According to Jules Urbach at Unite Austin, they are apparently paying, deliberately, more than ethereum would give users for the same amount of processing power.
I am… torn on this issue. On the one hand, it’s a cool application of crowd-sourced work, and it helps utilize idle silicon scattered around the globe. On the other hand, I hope that this won’t kick GPU supply levels while they’re down. Sure, at least there’s some intrinsic value to the workload, but I can just see people sticking racks of caseless systems in their basement, while gamers keep browsing Amazon for something under four digits (excluding the cents) to appear in stock.
What do you all think? Does the workload usefulness dull the pain?
Consoles will be more popular
Consoles will be more popular and for the one time price of a High Mid-tier GPU. You get all you need that spans 3-4yrs.
Maybe software (games) will be more efficient because of this but fat chance since PC gaming been plagued with unfinished and patch work since its inception.
Well in colder climates
Well in colder climates homes, offices, schools could install GPUs and earn the blockchain tokens and make good use the waste heat from all that graphics/whatever number crunching and maybe convert the tokens into cash also. I’d rather have my electric heater doing some useful work that may just earn some payments to offset the heating costs. So for heating and maybe even hot water heating(year round) stick some CPU/GPU compute in where the old heat generating heating element would go and get some compute done for tokens while heating for the winter or hot water.
They really should do something with all the heat waste that processors generate and maybe some form of blockchain generated micropayment system where some dual usage of compute and heating can be combined and actually get the waste heat from computing as well as the compute to become a commodity to be traded.
Currently if your hot water heater is electric and the heating element is just a big old resistor then that’s planty of wasted electrons that could be used for both compute and heat generation. That’s a lot of wasted watts on those electric water heaters that could be put to some dual use crunching numbers and generating hot water.

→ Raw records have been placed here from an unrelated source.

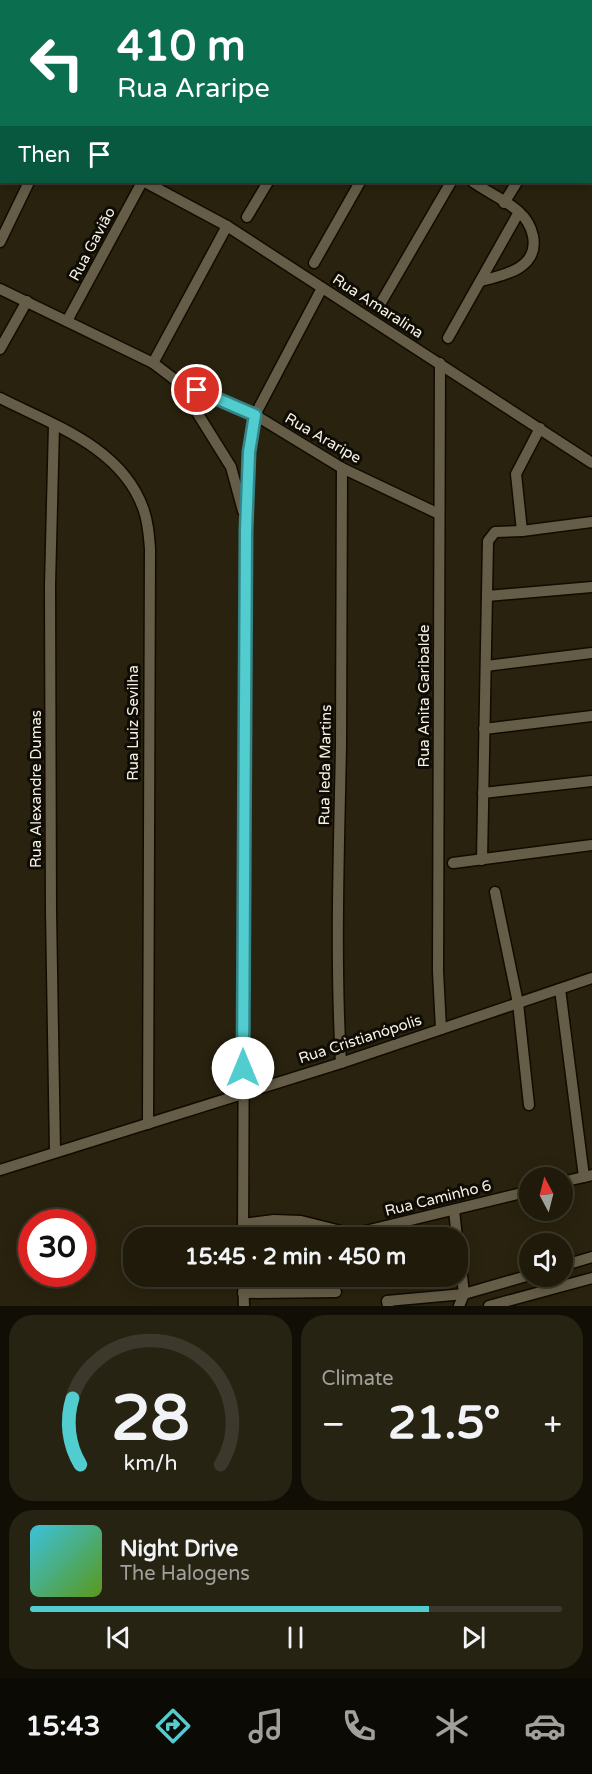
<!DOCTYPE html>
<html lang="en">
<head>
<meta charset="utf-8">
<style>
  :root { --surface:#1f1a0a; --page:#272313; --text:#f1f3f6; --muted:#a1a19c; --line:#3c382b; --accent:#52cdcf }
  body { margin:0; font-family:"Varela Round",sans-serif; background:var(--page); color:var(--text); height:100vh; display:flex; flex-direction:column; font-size:22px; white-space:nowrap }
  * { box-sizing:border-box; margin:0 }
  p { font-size:20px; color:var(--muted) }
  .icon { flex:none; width:33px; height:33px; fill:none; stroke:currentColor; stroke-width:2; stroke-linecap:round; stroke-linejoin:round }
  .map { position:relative; height:1306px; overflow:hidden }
  .drawer { display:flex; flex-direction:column; gap:9px; padding:9px; background:#110e06; flex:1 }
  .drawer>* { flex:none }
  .guide { position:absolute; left:0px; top:0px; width:592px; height:183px; box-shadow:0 3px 15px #0003,0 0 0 2px var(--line); background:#0b6e4f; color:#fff; overflow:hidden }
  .needle { width:39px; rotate:353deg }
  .tools { position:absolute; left:519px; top:1167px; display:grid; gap:12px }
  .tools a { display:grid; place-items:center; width:54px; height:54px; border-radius:50%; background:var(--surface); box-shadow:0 3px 15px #0003,0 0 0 2px var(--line); font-size:30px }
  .speed { position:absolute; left:18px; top:1209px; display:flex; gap:12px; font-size:30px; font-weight:700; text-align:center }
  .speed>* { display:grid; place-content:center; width:78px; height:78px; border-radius:50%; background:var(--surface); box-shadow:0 3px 15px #0003,0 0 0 2px var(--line); line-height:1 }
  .speed .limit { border:9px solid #d22; background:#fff; color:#111 }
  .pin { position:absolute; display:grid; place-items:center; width:51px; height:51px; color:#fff; margin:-26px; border:3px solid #fff; border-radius:50%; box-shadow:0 2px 6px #0007 }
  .me { position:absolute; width:66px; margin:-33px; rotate:0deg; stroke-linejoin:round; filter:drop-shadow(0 0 4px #0008) }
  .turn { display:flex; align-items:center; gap:21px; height:126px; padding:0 18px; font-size:27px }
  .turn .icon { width:78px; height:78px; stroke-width:2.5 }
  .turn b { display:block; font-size:42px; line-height:51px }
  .then { display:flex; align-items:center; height:57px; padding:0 18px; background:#0003; gap:12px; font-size:22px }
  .big { font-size:45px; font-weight:700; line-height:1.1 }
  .drawer .widget { flex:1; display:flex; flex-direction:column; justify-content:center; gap:9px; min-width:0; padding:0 21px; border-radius:24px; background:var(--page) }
  .drawer .dial { align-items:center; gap:0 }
  .dial svg { height:156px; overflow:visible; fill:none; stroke:var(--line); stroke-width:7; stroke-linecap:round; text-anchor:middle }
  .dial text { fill:var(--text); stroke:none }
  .song { display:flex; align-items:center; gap:18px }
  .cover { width:72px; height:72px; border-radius:9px; background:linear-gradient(135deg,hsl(190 70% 55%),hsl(90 70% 35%)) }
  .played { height:6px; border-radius:3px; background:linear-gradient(90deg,var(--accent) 75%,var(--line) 75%) }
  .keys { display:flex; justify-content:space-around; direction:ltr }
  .heat { display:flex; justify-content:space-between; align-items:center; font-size:33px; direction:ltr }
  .drawer .tiles { flex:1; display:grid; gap:9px; grid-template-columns:1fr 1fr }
  .widget:last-child { grid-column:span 2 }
  .trip { position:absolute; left:123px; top:1227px; width:345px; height:60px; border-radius:24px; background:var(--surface); box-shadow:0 3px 15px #0003,0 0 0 2px var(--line); font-weight:700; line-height:60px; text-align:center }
  .tab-bar { display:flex; height:96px; justify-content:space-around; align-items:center; background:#0c0a04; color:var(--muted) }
  .tab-bar .icon { width:42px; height:42px }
  .tab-bar .active { color:var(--accent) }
  .tab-bar b { font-size:27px; color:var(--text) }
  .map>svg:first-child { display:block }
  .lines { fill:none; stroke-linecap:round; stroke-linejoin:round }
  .minor-casing { stroke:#120b00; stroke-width:13 }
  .tertiary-casing { stroke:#120b00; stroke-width:16 }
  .minor { stroke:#655d47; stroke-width:10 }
  .tertiary { stroke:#655d47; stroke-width:14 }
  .route-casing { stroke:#358587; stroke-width:15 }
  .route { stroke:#52cdcf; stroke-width:10 }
  .labels { text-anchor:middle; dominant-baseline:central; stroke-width:6; stroke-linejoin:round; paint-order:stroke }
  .street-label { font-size:15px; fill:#f5f1e4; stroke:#0f0c05 }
</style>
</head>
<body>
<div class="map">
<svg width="592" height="1306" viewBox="0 0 592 1306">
  <rect width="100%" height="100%" fill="#29220e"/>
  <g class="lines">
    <defs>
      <g id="minor">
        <polyline points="41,2 42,0"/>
        <polyline points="158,2 159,0"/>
        <polyline points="442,2 443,0"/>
        <polyline points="533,2 534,0"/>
        <polyline points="0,44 2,43"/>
        <polyline points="0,94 2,95"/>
        <polyline points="145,182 227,226 592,463"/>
        <path d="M473,182C487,192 506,200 519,212C526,218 531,227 533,236C539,268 505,275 481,281"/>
        <polyline points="504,203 517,182"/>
        <polyline points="247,217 268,182"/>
        <polyline points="0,242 29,182"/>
        <polyline points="314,263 360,182"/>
        <polyline points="0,289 153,363 178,382 255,415 342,468 439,514"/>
        <polyline points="379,306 451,182"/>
        <polyline points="67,321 142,182"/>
        <polyline points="448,338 519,212"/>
        <polyline points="0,349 27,301"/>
        <polyline points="153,363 227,226"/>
        <polyline points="440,363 438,971 441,1029"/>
        <polyline points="178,382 231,467 243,511"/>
        <path d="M0,398C53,425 121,447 143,508C148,521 149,535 150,549L148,1124"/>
        <polyline points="54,425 50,585 51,912 55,1152"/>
        <polyline points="522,531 516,474 540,428"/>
        <polyline points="487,596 592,587"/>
        <polyline points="486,666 592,653"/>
        <polyline points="484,729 592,716"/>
        <polyline points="483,793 592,781"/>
        <polyline points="482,860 488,541 495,532 522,531 592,522"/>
        <polyline points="453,863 592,845"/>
        <polyline points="495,892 518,1003 529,1105"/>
        <polyline points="560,989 584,1177"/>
        <path d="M341,1063C335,957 339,851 341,745C342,653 341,560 342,468"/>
        <polyline points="0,1170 341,1063 592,978"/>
        <polyline points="562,1182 592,1175"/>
        <polyline points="454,1210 457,1238"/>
        <polyline points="243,1224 274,1220 301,1221 353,1234 530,1191"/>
        <polyline points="243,1238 246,531 249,452 255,415 322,288"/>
        <polyline points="458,1240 464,1294 459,1306"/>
        <polyline points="562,1266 592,1257"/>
        <polyline points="243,1276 244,1306"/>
        <polyline points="243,1293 336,1292"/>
        <polyline points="388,1306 387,1301 464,1294 530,1275"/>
        <polyline points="489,1306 592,1278"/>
      </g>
      <g id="tertiary">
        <polyline points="557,0 558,2"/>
        <polyline points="591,77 592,79"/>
      </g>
    </defs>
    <!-- minor casing -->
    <use href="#minor" class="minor-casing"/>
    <!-- tertiary casing -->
    <use href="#tertiary" class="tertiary-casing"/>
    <!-- minor -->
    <use href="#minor" class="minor"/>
    <!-- tertiary -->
    <use href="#tertiary" class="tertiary"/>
  </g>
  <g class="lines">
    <defs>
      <polyline id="route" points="197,390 255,415 249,452 246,531 243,1068"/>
    </defs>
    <!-- route casing -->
    <use href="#route" class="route-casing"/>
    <!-- route -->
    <use href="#route" class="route"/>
  </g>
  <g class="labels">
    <!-- street labels -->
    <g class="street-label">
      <text transform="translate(92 244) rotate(-62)">Rua Gavião</text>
      <text transform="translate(378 306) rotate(33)">Rua Amaralina</text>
      <text transform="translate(323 438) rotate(30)">Rua Araripe</text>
      <text transform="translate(424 696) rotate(-90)">Rua Anita Garibalde</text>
      <text transform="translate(133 723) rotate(-90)">Rua Luiz Sevilha</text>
      <text transform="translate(325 765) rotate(-89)">Rua Ieda Martins</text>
      <text transform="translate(36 789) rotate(-90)">Rua Alexandre Dumas</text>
      <text transform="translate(360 1039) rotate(-18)">Rua Cristianópolis</text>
      <text transform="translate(438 1198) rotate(-14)">Rua Caminho 6</text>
    </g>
  </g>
</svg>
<div class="tools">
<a><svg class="needle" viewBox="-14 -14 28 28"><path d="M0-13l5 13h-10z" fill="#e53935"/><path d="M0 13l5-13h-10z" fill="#a1a19c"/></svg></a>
<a><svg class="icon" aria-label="sound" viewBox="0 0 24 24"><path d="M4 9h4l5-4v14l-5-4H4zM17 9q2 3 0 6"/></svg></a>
</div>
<div class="speed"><div class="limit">30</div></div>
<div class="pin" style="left:197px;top:390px;background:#d93025"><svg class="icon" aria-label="arrive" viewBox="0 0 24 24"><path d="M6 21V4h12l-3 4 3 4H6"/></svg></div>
<svg class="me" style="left:243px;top:1068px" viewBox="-20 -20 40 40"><circle r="19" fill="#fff"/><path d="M0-13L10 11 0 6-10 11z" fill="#52cdcf"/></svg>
<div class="trip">15:45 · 2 min · 450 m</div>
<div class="guide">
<div class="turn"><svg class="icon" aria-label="left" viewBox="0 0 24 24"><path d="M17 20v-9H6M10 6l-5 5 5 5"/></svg><div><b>410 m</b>Rua Araripe</div></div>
<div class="then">Then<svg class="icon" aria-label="arrive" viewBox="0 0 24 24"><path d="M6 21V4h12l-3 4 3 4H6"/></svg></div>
</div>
</div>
<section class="drawer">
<div class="tiles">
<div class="widget dial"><svg viewBox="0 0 100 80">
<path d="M14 69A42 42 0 1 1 86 69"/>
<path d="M14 69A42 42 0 0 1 10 35" stroke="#52cdcf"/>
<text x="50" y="56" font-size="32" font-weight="700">28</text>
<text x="50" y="72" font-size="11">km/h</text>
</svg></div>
<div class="widget"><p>Climate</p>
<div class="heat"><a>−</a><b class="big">21.5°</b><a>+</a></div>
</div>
<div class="widget">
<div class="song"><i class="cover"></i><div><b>Night Drive</b><p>The Halogens</p></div></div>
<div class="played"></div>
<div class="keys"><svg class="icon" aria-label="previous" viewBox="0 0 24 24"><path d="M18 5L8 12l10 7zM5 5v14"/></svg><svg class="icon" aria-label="pause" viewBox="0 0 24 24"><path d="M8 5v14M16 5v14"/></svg><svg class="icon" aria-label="next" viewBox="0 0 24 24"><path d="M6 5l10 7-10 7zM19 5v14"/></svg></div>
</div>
</div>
</section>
<nav class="tab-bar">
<b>15:43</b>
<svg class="icon active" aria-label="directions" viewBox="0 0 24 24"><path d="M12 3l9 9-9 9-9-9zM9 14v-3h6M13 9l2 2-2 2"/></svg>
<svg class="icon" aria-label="music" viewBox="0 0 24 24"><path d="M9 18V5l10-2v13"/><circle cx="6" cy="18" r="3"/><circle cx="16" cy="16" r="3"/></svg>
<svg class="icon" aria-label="phone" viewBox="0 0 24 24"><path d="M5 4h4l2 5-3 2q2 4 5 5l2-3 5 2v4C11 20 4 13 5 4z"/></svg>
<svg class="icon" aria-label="climate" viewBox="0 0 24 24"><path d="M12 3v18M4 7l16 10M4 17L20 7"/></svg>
<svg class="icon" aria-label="car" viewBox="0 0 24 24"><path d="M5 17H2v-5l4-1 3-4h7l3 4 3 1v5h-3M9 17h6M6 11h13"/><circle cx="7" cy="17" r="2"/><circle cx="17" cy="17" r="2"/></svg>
</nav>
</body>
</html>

Hell just look at those space heaters that folks are using in the winter months put some GPUs in there and get some heat and hashing done. Of course the data rates/data caps will have to be figured with the ISPs for folks to offer up some bandwidth for all that data transfer so there’s going to be some problems with that to fix but if all the heating devises that use electrons to generate heat could also used the electrons for compute at the same time well that some millions of gigawatts saved.
Why are you guys still
Why are you guys still complaining about gpu supply? Have you checked Newegg, Ebay, etc? Nvidia video cards are in stock ready to ship and have been for months. Rx 470/480/570/580 are still low supply but prices have dropped closer to reasonable for what is available.
If this is a mainstay, GPU
If this is a mainstay, GPU vendors need to increase capacity, it’s that simple. I can’t imagine there is an unlimited upward curve for these products. Eventually they run out of consumers on the mining / render side of things and you then fall back to core gamers.